30 noviembre, 2015

¿Qué tipo de realidad es constituida o reflejada por las normas constitucionales?



                I. Aquel antiguo nazi[1] ferviente que fuera Theodor Maunz, convertido con más o menos sinceridad a la doctrina del Estado de Derecho y de los derechos fundamentales después de 1945, escribía en 1951, en su libro Deutsches Staatsrecht, que los más importantes de los derechos fundamentales recogidos en la Ley Fundamental de Bonn tenían carácter supraestatal o preestatal, eran reconocidos en la Constitución como inmanentes al individuo como anteriores a e independientes del Estado. Se trataría de derechos absolutos y que ni por el texto constitucional mismo podrían ser relativizados. El más significativo e importante de tales derechos absolutos sería el de la libertad personal (art. 2 de la Ley Fundamental de Bonn). Frente a esos, otros derechos fundamentales tendrían naturalmente determinado su contenido por la regulación estatal. De esto último sería ejemplo el derecho de propiedad[2].

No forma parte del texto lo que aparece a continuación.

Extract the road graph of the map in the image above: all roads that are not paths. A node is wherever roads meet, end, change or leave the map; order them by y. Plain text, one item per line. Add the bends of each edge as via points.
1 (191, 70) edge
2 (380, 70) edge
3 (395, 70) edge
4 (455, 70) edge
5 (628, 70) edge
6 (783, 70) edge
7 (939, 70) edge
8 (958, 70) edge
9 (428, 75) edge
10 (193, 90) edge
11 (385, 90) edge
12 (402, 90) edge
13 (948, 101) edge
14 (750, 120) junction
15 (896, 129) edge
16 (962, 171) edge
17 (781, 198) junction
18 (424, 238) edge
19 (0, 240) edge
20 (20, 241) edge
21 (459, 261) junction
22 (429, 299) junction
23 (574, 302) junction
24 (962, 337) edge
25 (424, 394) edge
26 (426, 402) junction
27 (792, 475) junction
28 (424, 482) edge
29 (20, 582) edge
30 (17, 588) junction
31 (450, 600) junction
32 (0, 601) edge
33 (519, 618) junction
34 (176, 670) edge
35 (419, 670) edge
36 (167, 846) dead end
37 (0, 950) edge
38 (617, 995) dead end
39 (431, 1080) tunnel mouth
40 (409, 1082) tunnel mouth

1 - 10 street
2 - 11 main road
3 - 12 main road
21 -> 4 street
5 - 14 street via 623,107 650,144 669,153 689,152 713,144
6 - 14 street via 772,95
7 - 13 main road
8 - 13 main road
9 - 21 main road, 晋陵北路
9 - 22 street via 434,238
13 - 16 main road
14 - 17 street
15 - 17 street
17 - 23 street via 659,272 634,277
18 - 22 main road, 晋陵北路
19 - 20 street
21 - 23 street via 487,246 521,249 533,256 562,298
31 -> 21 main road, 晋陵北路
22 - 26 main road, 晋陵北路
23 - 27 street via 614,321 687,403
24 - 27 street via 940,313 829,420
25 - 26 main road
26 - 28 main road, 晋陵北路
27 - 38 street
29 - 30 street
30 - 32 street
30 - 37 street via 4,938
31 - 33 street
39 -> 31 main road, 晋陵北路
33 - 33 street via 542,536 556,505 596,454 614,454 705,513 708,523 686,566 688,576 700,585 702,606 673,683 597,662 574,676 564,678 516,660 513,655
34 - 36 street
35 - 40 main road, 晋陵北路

                En el constitucionalismo del siglo XX la doctrina jurídica alemana de postguerra desempeñó un papel crucial para el desarrollo de esa idea que después, vía Alexy, tendrá enorme influencia en el llamado neoconstitucioanalismo, la idea de que el sustrato moral al que la Constitución remite es la base de la unión inescindible entre Derecho y moral en nuestros sistemas jurídicos, contrariamente al postulado positivista de separación conceptual entre Derecho y moral[3].

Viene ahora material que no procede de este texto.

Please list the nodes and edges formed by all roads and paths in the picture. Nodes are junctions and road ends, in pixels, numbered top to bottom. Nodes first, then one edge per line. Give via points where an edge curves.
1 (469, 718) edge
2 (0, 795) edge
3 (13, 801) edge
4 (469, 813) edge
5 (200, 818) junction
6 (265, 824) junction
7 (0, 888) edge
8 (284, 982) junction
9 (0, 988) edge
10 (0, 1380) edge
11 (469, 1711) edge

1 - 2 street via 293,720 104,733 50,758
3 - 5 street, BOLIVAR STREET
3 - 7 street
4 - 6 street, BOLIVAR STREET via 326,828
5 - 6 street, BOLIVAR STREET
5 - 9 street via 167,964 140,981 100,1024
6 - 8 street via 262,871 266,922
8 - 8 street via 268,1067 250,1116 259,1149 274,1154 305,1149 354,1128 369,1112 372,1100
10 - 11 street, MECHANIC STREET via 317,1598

                Esa idea básica podemos desgranarla o descomponerla en varios apartados:
                a) Constituciones como la Ley Fundamental de Bonn asumen como válidos y objetivamente verdaderos ciertos contenidos morales.

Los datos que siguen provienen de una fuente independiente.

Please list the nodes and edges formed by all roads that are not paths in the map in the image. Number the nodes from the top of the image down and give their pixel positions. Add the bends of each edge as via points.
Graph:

                b) Esos contenidos morales constitucionalmente asumidos y positivados bajo la forma de normas de derechos fundamentales o de principios constitucionales expresos tienen un contenido material objetivo y verdadero. No se trata de pautas interpretativas que remitan a un debate moral en el seno de las correspondientes sociedades, éticamente plurales, sino de normas moral-jurídicas con contenido preciso y tangible y que, precisamente, desde tal contenido preciso sirven para limitar los resultados posibles del debate ético en la sociedad, así como de su reflejo político bajo la forma de leyes mayoritariamente aprobadas en esa sociedad.
                c) Esas verdades morales, objetivas y nada contingentes ni social o culturalmente relativas, existen en sí, en sus contenidos, preexisten a todo conocimiento humano y a toda humana voluntad y, por tanto, no son por la Constitución establecidas, sino meramente reconocidas.
                d) En consecuencia, la juridificación formal o positivación jurídica de tales contenidos no es en modo alguno constitutiva de dichas realidades, salvo, si acaso, en un sentido formal. Quiere decirse que si la Constitución hace referencia a un derecho fundamental y preestatal D, dicho derecho D existe y preexiste a tal mención constitucional, y dicha preexistencia es tal en dos dimensiones: en cuanto derecho ya plenamente jurídico y en cuanto al contenido verdadero y necesario de D. En lo primero hay una clara herencia del pensamiento iusnaturalista. En lo segundo se hacen patentes restos del tipo de ontología jurídica u ontologismo jurídico que era propio y característico de la alemana Jurisprudencia de  Conceptos, si bien aquí bajo la forma de Jurisprudencia de Valores y en una versión que podríamos llamar “moralizada” o re-moralizada. Allí donde para la decimonónica Jurisprudencia de Conceptos los conceptos jurídicos (matrimonio, propiedad, contrato, testamento, negocio jurídico, autonomía de la voluntad…) tenían un contenido necesario y, con tal necesidad ontológica o metafísica, preestablecido a cualquier voluntad legislativa y apto hasta para controlar la validez o juridicidad real de las decisiones legislativas, ahora, a partir de la década de los cincuenta del siglo XX y en Alemania, ciertas nociones jurídicas (ante todo derechos y principios) mantienen este tipo de ontología, esa fuerte carga metafísica, pero de la mano de cierta forma “densa” de objetivismo moral o realismo moral. Es la idea que alcanzó fuerza a partir de la afirmación del Bundesverfassungsgericht en 1958, en el caso Lüth, cuando dijo que la Constitución es “un orden objetivo de valores”, palabras idénticas a las que el mismo año pronunción Günter Dürig al comentar el parágrafo primero de la Ley Fundamental de Bonn.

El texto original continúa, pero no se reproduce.